The common thread is that CHR is supposed to play the hits regardless of format. They play what is the most popular songs. That was the case in the 60s when Louis Armstrong and Johnny Cash had Top 40 hits, and it's the case now. What changed is that format radio came along in the 60s and gave artists specific formats for their music. However, as the music is becoming less attached to genre (and this is a change in the music that doesn't involve radio) where there are country songs such as Dan & Shay's Speechless that can chart on the CHR chart, you have a blurring of the lines. There was a time just a few years ago when alternative artists started to see that all they had to do was adjust the production of their music, and they'd have pop hits and make a lot more money. That hurt the alternative format.

That's why I believe that there will come a time when all of the traditional radio formats will begin to disappear, and you'll simply have various music mixes that will define station identities. On the ownership side, that's why it's important to balance your formats within your cluster, in order to give advertisers a wider range of customers.
 
I personally feel that the more rhythmic the CHR mainstream chart gets, it drives away listeners elsewhere. The CHR chart has been trending that way in the past couple of years. This was the case in the early 90s and early 2000s. In the early 90s the listeners fled to Alternative and Country stations. We are not anywhere now as rhythmic as we were back in those days but we are more so than we have been in recent years.

That happened in the late 1980s through 1981, as what was left of disco morphed into urban crossover.
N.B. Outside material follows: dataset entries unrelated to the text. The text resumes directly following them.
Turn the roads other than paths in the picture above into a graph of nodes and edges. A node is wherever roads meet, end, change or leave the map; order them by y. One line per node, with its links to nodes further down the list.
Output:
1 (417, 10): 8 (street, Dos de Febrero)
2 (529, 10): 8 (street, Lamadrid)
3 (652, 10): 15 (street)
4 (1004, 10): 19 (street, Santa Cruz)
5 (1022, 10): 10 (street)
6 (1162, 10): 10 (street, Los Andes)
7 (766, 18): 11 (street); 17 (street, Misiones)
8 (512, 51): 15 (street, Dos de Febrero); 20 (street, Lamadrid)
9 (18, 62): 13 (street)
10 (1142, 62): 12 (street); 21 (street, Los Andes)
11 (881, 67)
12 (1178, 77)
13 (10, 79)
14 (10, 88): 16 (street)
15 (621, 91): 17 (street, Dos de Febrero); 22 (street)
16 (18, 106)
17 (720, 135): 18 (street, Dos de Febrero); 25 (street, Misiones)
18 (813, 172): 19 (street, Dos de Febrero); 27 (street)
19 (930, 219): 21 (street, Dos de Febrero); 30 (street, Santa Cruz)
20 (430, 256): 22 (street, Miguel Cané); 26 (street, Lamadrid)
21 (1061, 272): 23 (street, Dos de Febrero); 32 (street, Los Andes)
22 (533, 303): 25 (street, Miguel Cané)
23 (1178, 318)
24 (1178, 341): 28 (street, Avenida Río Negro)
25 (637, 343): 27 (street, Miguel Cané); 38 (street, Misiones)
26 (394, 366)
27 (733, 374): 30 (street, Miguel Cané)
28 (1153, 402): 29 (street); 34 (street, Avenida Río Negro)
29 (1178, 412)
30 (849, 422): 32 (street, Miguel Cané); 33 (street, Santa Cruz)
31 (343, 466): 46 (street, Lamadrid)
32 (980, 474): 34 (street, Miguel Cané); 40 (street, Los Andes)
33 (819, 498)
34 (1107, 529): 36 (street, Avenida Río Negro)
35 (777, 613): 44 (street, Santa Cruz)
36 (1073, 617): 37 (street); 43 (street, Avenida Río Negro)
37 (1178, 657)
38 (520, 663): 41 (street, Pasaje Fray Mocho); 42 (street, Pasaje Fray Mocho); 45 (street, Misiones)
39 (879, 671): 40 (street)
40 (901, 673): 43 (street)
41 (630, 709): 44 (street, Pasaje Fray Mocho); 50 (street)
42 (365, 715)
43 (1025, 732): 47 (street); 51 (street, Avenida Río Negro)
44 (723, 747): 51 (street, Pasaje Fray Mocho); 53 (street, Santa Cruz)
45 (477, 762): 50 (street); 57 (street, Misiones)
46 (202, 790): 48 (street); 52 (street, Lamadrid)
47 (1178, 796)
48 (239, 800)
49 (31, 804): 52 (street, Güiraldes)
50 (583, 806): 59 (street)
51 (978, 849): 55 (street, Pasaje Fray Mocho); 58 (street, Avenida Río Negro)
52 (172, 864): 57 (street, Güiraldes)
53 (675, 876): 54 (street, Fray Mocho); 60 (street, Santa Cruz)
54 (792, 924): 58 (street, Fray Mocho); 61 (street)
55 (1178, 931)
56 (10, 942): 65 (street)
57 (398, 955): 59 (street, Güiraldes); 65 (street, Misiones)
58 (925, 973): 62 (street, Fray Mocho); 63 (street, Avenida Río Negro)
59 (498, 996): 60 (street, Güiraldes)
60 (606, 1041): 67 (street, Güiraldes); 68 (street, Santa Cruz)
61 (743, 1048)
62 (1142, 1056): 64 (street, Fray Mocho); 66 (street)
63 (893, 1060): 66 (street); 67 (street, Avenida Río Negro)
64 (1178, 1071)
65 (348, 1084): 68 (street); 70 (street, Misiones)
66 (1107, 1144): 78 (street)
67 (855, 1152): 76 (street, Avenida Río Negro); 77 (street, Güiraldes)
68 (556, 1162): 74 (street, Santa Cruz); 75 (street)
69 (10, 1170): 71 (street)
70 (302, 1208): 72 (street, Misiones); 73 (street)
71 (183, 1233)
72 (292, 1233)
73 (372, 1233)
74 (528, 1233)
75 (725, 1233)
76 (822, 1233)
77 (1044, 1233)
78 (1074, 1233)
Or was that an effect of the lack of quality Top 40 material, where urban, country, and especially AOR crossover started filling the charts due to the vacuum left by the lack of traditional CHR material?
 
Looking at the non-revenue 6+:* The Bull is still ahead of Kix101. It appears Power had a bad month or two even getting beat by 94.1. Is either 96.1 or 94.9 Voice Tracked most of the day or evenings? I suspect Power will get the most attention early on. I wonder if she has a budget to change a lot of programming? Or will she be held to the “corporate” model: Anything to increase revenue has to not significantly increase expenses.